Ad affermarlo sono Fulvio Martusciello, segretario regionale di Forza Italia in Campania, Francesco Maria Rubano, deputato, ed Amelia Forte, commissario provinciale di Forza Italia a Caserta.

Il commento degli esponenti azzurri in Campania arriva dopo ore ad alta tensione nel dibattito politico dopo l’approvazione da parte della Camera in prima lettura del disegno di legge delega sul nucleare promosso dal Ministro dell’Ambiente Gilberto Pichetto Fratin. Il Movimento 5 Stelle aveva infatti chiesto chiarezza in merito alla struttura campana.
“Non sono ammesse approssimazioni o passi falsi che possano minacciare la salute pubblica, la sicurezza dei cittadini e la vocazione agricola di un intero territorio”, aveva dichiarato il consigliere regionale del M5s e presidente della Commissione Agricoltura, Raffaele Aveta.
Attualmente il sito del Garigliano è in una fase cruciale di smantellamento
Bisogna ricordare che la centrale elettronucleare del Garigliano, situata a Sessa Aurunca, in provincia di Caserta, risale alla prima stagione atomica italiana. Entrata in funzione nei primi anni Sessanta, era una centrale di prima generazione a uranio arricchito. Il suo ciclo operativo si è interrotto definitivamente nel 1982, anticipando di qualche anno il referendum del 1987 che ha sancito la chiusura definitiva del programma nucleare nazionale.
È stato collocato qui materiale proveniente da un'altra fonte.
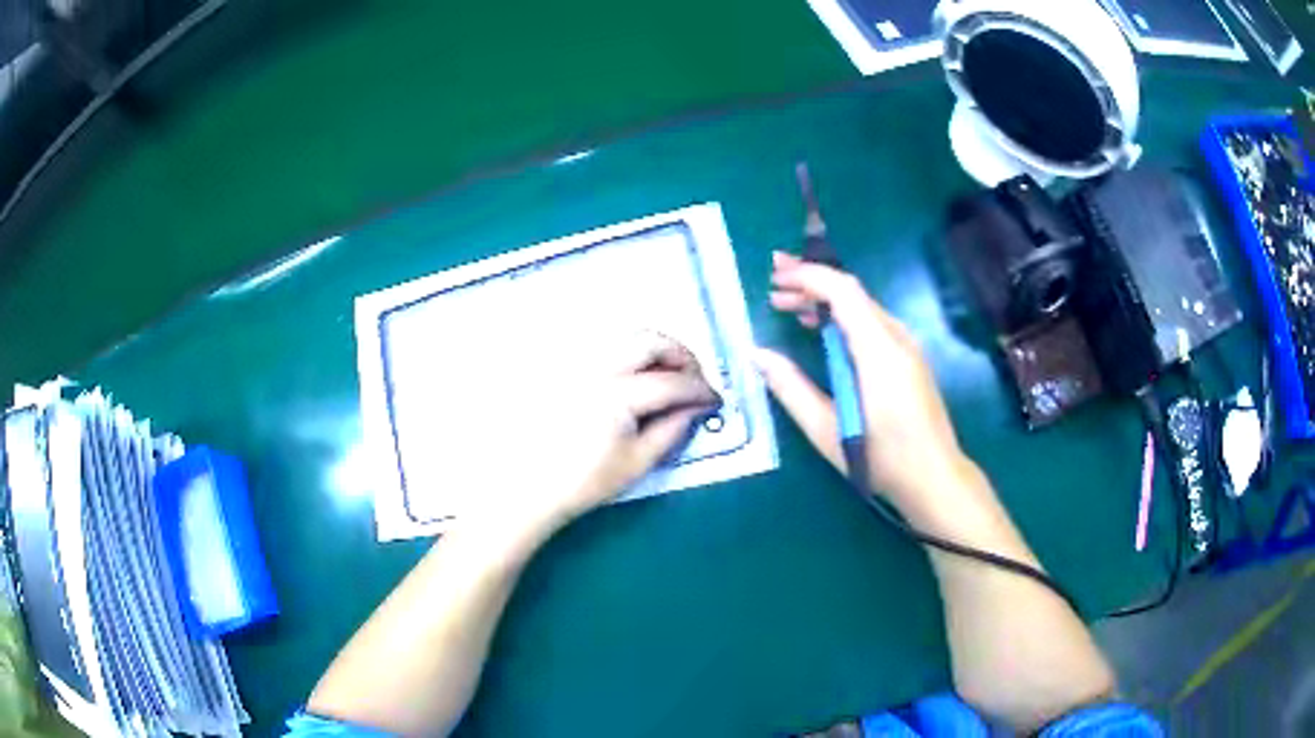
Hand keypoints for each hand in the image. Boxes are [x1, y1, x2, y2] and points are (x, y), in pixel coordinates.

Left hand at [460, 331, 719, 540]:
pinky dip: (630, 356)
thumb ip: (672, 430)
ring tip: (668, 379)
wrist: (527, 487)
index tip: (716, 400)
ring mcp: (577, 364)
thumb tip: (696, 409)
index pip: (672, 382)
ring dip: (656, 351)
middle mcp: (597, 368)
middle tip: (694, 380)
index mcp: (618, 395)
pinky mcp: (565, 368)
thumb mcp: (636, 463)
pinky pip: (605, 348)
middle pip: (650, 341)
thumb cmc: (583, 482)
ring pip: (626, 339)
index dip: (700, 389)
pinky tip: (635, 381)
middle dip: (681, 355)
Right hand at [756, 252, 968, 518]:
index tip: (774, 277)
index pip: (843, 291)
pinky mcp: (909, 359)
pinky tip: (821, 330)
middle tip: (773, 284)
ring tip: (788, 305)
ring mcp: (907, 347)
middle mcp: (896, 338)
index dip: (808, 276)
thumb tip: (757, 354)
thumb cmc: (881, 458)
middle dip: (811, 282)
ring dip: (825, 300)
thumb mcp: (827, 430)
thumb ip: (791, 388)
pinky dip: (842, 317)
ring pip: (862, 306)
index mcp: (878, 350)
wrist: (934, 477)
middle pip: (852, 292)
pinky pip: (872, 323)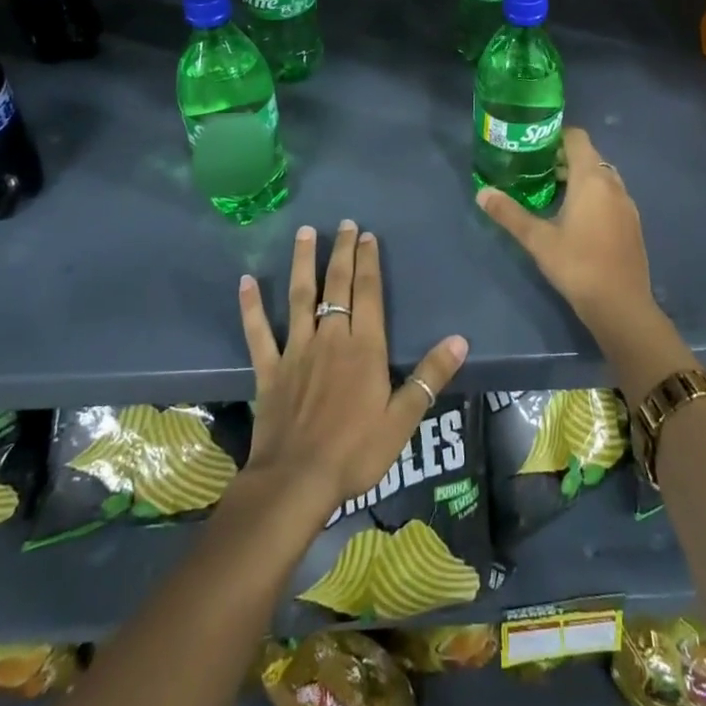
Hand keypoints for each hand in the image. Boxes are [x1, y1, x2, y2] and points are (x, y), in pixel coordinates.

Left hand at [238, 221, 468, 526]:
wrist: (296, 482)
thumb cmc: (355, 452)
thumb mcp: (403, 419)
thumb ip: (430, 376)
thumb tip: (460, 340)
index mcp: (364, 347)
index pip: (367, 292)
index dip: (368, 262)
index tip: (368, 235)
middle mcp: (330, 338)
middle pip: (337, 285)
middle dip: (342, 251)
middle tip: (345, 223)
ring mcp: (296, 350)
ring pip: (299, 296)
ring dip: (302, 262)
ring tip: (304, 232)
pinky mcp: (270, 369)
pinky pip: (259, 332)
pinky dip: (251, 307)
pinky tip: (246, 282)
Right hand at [475, 127, 654, 338]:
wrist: (622, 306)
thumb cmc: (578, 266)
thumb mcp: (538, 240)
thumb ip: (509, 213)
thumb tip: (482, 193)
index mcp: (591, 179)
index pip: (577, 137)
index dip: (556, 135)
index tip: (533, 146)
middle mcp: (613, 184)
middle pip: (589, 156)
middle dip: (563, 158)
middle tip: (535, 170)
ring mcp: (626, 204)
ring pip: (601, 177)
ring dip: (579, 177)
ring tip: (551, 192)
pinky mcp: (632, 223)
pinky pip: (610, 195)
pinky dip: (593, 195)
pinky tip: (575, 218)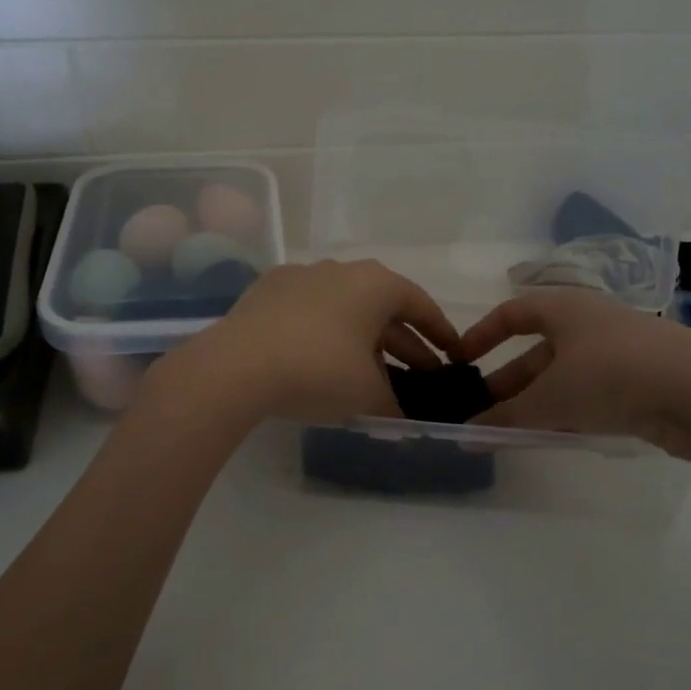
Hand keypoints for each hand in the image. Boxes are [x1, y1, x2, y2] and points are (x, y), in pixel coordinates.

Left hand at [159, 260, 462, 424]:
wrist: (237, 366)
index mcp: (376, 285)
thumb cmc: (319, 371)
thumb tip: (402, 419)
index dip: (440, 332)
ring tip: (372, 373)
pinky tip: (323, 359)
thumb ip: (394, 404)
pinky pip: (312, 311)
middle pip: (384, 308)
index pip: (420, 305)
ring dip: (364, 339)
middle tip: (420, 375)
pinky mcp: (268, 290)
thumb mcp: (367, 394)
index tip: (453, 355)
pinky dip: (327, 333)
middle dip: (404, 343)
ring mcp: (301, 276)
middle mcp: (341, 270)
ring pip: (346, 309)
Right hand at [458, 287, 690, 456]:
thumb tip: (466, 435)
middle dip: (506, 381)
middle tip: (481, 411)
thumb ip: (506, 417)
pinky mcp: (641, 379)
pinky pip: (590, 391)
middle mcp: (589, 322)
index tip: (460, 362)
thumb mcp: (550, 398)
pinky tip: (554, 435)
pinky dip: (567, 410)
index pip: (511, 313)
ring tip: (511, 430)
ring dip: (535, 401)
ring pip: (563, 375)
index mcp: (564, 308)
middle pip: (535, 350)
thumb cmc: (611, 375)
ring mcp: (618, 350)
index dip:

Attualmente il sito è in una fase cruciale di smantellamento, il cosiddetto decommissioning, sotto la gestione della società pubblica Sogin, che si concluderà entro il 2027. Con il Ddl Pichetto la centrale del Garigliano è tornata nel dibattito politico per la gestione dei rifiuti e per la mappa dei futuri impianti. Le aree industriali dei vecchi siti nucleari dismessi vengono costantemente monitorate dagli esperti come possibili candidate idonee per ospitare i futuri hub energetici.

“La risposta del Ministero dell’Ambiente guidato da Gilberto Pichetto Fratin – hanno fatto sapere da Forza Italia – chiarisce in maniera inequivocabile che il sito del Garigliano non rientra tra le aree individuate per il Deposito nazionale dei rifiuti radioattivi. Su temi così delicati riteniamo che il compito della politica sia quello di offrire ai cittadini chiarezza, trasparenza e certezze.
Quando si parla del futuro di una comunità, delle sue prospettive e della serenità dei cittadini, occorre sempre partire dai dati, dagli atti e dalle posizioni ufficiali delle istituzioni competenti- Noi continueremo a seguire con attenzione ogni questione che riguarda il territorio campano, mantenendo un rapporto costante con il governo e con il Ministero dell’Ambiente, nella convinzione che la difesa degli interessi della Campania richieda serietà, responsabilità e una visione fondata sui fatti”.